(Aim of the exercise) Go through the data line by line. Copy each one holding the string "Hombre".

[Records from a data collection]
══════

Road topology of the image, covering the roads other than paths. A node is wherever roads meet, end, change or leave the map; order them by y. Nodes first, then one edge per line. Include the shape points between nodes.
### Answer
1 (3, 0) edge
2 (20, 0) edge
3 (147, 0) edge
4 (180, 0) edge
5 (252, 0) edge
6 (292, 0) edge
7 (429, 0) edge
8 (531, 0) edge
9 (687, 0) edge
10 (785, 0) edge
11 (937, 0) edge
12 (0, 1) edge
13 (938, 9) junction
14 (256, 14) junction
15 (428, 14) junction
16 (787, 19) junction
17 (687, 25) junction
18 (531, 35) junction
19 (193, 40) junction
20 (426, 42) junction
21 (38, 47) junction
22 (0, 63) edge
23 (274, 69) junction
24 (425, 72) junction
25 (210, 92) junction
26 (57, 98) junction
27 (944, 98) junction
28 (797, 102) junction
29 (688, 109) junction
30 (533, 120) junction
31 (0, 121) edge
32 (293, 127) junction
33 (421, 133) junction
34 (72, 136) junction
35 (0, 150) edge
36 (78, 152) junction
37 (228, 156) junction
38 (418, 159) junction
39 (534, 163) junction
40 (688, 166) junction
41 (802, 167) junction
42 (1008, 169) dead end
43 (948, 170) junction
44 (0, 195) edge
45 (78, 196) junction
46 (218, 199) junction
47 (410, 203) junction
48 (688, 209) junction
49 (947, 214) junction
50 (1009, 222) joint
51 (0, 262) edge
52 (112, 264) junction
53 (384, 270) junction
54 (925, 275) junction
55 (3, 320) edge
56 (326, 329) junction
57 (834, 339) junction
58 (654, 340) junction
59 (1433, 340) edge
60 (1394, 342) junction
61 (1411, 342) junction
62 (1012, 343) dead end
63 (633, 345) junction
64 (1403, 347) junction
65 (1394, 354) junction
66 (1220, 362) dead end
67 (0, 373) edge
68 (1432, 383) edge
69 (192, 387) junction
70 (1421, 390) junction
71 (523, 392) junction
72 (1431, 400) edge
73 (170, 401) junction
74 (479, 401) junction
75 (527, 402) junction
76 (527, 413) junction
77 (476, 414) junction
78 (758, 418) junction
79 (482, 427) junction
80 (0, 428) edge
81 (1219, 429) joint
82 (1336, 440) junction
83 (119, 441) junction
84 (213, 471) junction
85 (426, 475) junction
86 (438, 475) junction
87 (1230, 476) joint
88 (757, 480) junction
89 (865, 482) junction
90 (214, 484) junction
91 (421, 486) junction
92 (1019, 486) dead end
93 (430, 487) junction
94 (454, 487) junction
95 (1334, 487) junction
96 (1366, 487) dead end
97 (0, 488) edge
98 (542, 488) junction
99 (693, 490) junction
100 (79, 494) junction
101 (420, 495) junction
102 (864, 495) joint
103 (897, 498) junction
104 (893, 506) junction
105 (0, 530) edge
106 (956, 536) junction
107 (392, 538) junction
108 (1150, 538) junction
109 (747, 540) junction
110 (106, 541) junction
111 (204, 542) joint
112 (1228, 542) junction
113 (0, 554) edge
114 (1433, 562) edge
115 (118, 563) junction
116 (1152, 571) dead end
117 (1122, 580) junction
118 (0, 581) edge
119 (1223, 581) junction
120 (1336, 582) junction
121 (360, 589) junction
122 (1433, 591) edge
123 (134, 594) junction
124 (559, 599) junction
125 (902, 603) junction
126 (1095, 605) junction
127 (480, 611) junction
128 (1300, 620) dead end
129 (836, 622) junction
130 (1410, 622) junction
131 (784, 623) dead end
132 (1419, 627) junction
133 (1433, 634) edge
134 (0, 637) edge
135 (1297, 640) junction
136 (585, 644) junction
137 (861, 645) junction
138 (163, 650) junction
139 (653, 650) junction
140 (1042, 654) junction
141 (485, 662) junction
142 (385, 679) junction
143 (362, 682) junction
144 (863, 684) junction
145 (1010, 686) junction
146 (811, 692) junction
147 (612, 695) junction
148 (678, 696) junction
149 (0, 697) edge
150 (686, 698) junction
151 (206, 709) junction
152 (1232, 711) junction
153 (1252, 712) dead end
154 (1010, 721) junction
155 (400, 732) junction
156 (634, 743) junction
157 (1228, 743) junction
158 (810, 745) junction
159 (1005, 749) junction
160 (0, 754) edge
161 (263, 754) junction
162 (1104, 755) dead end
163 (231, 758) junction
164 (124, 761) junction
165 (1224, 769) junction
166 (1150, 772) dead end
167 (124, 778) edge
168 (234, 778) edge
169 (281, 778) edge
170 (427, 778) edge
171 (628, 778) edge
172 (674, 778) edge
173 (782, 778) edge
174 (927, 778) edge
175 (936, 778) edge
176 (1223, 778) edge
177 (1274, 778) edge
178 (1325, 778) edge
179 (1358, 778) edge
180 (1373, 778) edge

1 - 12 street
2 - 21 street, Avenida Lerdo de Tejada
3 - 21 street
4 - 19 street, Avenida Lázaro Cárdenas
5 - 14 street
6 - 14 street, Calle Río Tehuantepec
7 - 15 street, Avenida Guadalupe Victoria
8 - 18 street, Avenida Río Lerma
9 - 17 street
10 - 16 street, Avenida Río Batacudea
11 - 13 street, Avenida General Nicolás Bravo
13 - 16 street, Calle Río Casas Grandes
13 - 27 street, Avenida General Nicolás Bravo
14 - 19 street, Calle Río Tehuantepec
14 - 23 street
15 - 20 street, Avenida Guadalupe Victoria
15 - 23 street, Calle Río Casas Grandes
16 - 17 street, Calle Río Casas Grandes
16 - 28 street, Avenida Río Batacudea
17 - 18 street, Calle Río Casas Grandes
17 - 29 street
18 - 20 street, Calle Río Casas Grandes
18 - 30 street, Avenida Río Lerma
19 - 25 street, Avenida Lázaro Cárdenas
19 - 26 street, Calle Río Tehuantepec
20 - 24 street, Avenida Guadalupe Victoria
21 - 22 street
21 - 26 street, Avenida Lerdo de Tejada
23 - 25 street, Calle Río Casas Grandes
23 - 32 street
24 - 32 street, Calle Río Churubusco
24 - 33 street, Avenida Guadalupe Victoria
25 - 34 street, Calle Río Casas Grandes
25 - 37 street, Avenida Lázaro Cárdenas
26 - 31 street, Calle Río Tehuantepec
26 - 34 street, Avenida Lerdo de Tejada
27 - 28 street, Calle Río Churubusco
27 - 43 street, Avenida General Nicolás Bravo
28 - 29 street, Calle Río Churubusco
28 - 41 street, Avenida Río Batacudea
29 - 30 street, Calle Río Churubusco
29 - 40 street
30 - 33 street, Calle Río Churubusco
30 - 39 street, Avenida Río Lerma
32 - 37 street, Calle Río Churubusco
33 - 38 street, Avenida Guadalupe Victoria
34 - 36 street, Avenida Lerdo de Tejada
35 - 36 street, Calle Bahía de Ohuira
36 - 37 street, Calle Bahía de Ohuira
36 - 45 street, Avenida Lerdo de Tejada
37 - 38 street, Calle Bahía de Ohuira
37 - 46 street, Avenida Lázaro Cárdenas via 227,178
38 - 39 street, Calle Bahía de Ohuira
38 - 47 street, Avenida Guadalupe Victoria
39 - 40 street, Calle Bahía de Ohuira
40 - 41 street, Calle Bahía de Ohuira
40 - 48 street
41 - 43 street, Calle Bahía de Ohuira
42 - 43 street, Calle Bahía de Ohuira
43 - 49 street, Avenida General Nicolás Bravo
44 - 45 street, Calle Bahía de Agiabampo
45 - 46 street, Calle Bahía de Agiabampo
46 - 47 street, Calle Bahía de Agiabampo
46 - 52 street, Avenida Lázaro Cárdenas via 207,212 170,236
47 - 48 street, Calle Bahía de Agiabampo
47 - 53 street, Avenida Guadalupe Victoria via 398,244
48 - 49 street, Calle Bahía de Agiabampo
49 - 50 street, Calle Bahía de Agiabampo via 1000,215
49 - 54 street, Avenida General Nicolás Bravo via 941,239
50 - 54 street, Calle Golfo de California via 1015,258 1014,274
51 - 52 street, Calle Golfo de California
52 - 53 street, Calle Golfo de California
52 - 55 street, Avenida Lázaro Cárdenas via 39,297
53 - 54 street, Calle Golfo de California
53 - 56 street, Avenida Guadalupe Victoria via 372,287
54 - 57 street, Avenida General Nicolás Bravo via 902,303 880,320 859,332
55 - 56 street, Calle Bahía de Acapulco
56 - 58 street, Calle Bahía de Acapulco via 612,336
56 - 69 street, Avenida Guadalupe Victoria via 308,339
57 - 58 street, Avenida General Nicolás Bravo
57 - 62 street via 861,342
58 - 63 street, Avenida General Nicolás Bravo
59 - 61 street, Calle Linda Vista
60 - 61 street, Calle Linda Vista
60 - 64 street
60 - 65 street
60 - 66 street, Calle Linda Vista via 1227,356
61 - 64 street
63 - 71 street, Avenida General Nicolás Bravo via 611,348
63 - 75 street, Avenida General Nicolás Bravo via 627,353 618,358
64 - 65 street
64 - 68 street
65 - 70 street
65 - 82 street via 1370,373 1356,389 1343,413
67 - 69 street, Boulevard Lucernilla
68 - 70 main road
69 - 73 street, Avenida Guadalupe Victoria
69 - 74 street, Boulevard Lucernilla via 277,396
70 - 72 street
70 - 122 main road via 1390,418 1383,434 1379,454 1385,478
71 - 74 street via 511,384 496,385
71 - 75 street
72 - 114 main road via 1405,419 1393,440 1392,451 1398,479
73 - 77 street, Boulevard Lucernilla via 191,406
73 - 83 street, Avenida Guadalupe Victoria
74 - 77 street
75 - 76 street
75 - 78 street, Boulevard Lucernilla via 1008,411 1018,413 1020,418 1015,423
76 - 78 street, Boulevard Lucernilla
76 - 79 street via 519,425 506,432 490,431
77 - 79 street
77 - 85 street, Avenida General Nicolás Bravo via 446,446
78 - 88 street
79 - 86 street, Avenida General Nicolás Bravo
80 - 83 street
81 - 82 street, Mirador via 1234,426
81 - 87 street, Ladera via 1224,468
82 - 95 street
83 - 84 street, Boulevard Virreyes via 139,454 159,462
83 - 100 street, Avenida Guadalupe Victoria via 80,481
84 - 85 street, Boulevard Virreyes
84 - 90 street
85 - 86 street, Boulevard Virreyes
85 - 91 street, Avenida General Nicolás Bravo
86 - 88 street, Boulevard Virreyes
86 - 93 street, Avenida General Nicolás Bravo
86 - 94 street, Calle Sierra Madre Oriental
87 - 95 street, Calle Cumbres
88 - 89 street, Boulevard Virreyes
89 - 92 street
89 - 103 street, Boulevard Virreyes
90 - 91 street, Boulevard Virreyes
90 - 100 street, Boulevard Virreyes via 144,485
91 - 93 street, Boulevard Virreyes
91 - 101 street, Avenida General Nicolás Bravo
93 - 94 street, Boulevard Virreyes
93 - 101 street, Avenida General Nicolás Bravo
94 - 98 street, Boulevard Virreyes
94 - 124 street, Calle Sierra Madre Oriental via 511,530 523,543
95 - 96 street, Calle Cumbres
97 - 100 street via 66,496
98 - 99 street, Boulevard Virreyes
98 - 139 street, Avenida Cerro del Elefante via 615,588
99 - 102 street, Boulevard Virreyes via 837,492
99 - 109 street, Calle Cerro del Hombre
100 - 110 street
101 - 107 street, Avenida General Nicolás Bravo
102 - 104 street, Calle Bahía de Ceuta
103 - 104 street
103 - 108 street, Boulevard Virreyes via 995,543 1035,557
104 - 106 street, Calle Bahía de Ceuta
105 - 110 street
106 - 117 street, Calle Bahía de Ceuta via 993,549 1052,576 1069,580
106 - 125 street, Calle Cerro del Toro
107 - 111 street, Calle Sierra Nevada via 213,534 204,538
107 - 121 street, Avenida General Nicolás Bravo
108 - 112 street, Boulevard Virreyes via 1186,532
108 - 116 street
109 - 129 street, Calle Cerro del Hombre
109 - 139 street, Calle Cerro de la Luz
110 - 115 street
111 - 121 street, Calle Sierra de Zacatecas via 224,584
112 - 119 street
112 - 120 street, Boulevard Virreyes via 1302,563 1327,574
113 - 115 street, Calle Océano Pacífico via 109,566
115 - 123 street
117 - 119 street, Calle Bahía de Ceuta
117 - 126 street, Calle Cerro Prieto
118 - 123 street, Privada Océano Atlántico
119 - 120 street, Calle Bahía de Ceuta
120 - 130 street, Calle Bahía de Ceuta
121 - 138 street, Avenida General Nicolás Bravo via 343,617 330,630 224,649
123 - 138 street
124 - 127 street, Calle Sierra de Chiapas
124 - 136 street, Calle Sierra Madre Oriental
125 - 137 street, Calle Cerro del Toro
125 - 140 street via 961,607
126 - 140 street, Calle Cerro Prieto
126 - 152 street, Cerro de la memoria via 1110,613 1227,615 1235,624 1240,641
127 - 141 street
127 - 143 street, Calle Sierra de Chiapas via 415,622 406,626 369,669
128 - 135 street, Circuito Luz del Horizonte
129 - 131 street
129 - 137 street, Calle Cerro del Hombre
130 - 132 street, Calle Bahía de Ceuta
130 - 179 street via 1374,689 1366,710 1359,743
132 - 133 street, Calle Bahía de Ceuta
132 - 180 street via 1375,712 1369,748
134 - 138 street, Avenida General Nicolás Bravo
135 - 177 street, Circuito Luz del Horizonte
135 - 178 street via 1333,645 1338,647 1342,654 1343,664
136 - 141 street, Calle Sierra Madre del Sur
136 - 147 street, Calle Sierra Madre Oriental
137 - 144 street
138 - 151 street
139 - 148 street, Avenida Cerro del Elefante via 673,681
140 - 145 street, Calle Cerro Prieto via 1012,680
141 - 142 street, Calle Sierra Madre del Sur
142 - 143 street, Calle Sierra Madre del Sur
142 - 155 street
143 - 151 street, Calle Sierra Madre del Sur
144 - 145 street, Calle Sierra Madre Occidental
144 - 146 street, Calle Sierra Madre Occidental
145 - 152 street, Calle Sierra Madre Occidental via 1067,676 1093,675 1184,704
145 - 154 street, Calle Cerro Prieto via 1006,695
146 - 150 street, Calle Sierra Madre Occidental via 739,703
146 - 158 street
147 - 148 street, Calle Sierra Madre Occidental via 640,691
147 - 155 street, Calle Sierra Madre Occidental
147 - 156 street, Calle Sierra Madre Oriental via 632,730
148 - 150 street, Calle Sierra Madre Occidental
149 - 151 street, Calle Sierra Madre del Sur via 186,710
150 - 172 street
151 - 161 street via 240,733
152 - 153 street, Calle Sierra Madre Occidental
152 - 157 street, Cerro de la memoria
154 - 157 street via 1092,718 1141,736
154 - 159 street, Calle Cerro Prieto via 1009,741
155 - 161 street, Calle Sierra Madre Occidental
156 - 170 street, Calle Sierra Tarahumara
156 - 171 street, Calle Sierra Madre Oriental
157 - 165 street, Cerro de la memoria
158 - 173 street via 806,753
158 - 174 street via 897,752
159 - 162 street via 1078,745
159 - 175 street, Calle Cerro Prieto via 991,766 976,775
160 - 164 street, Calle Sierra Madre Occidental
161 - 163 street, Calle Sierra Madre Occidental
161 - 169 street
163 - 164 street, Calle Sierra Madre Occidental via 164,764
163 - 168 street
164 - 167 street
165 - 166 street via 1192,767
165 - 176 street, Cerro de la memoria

══════

(Result for this exercise)
99 - 109 street, Calle Cerro del Hombre
109 - 129 street, Calle Cerro del Hombre
129 - 137 street, Calle Cerro del Hombre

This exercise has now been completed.